Frederich Cepeda Cruz (born 8 April 1980) is a Cuban professional baseball outfielder for the Gallos de Sancti Spiritus of the Cuban National Series. He also played in Nippon Professional Baseball (NPB) for the Yomiuri Giants.

==Career==
===Yomiuri Giants===
Cepeda signed with the Yomiuri Giants of Nippon Professional Baseball on 19 April 2014. In parts of 2 seasons with Yomiuri, Cepeda slashed .163/.319/.326 with 6 home runs and 19 RBI.

===Toros de Tijuana===
On 13 August 2018, Cepeda signed with the Toros de Tijuana of the Mexican League. Cepeda did not play in a game in 2020 due to the cancellation of the Mexican League season because of the COVID-19 pandemic. On February 12, 2021, Cepeda was traded to El Águila de Veracruz of the Mexican League, a new expansion team.
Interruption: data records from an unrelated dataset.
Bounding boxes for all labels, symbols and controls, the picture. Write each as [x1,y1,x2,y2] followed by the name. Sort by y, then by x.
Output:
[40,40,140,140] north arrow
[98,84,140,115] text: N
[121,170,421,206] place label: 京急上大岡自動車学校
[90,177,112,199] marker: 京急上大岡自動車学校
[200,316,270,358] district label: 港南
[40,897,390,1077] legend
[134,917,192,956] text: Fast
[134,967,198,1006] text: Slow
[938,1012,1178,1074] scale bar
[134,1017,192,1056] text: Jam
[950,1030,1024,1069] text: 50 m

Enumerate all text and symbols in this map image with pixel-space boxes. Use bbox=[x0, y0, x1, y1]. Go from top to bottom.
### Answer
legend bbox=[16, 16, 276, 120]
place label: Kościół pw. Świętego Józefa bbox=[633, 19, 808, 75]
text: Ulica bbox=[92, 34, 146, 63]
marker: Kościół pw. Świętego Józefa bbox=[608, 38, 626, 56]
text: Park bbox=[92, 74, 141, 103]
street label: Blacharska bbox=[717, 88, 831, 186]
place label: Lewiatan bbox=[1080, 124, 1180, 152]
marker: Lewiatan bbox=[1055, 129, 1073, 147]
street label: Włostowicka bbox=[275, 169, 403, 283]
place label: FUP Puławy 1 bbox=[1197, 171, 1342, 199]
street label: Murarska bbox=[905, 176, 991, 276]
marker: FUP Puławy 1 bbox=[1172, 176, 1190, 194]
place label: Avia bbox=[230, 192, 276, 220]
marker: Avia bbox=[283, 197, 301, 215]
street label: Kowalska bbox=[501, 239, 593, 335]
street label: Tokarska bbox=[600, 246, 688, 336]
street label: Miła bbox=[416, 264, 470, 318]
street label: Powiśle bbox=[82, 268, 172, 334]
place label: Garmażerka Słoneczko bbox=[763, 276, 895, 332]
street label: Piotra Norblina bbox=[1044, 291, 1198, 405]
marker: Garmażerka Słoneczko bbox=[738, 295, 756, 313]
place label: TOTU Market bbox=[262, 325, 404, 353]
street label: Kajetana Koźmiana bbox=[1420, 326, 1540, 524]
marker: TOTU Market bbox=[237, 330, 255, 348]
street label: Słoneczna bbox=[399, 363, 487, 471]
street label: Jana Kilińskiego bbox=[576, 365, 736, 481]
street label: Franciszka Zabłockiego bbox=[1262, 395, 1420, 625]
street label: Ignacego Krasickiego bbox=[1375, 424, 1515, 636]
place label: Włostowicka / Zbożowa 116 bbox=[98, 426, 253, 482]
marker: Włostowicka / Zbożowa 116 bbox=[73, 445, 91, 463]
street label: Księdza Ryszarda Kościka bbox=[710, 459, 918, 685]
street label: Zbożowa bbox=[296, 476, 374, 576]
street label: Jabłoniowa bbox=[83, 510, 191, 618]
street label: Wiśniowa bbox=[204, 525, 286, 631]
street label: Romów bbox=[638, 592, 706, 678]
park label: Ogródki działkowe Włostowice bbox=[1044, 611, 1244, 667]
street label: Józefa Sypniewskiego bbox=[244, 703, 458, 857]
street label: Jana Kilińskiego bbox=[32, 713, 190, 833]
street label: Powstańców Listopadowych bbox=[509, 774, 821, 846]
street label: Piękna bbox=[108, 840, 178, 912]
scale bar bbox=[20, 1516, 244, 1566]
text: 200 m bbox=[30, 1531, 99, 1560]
However, the contract was later voided due to monetary concerns and Cepeda became a free agent.

==International career==
Cepeda previously played for the Cuban national baseball team and Sancti Spíritus of the Cuban National Series. Cepeda was part of the Cuban team that won the gold medal at the 2004 Summer Olympics and second place at the 2006 World Baseball Classic and 2008 Summer Olympics. He was selected as part of the All Stars at the 2009 World Baseball Classic where he had a .500 batting average with 3 homers in 6 games and 24 at-bats.

Cepeda won with his national team, the gold medal of the 2014 Central American and Caribbean Games in Veracruz, Mexico.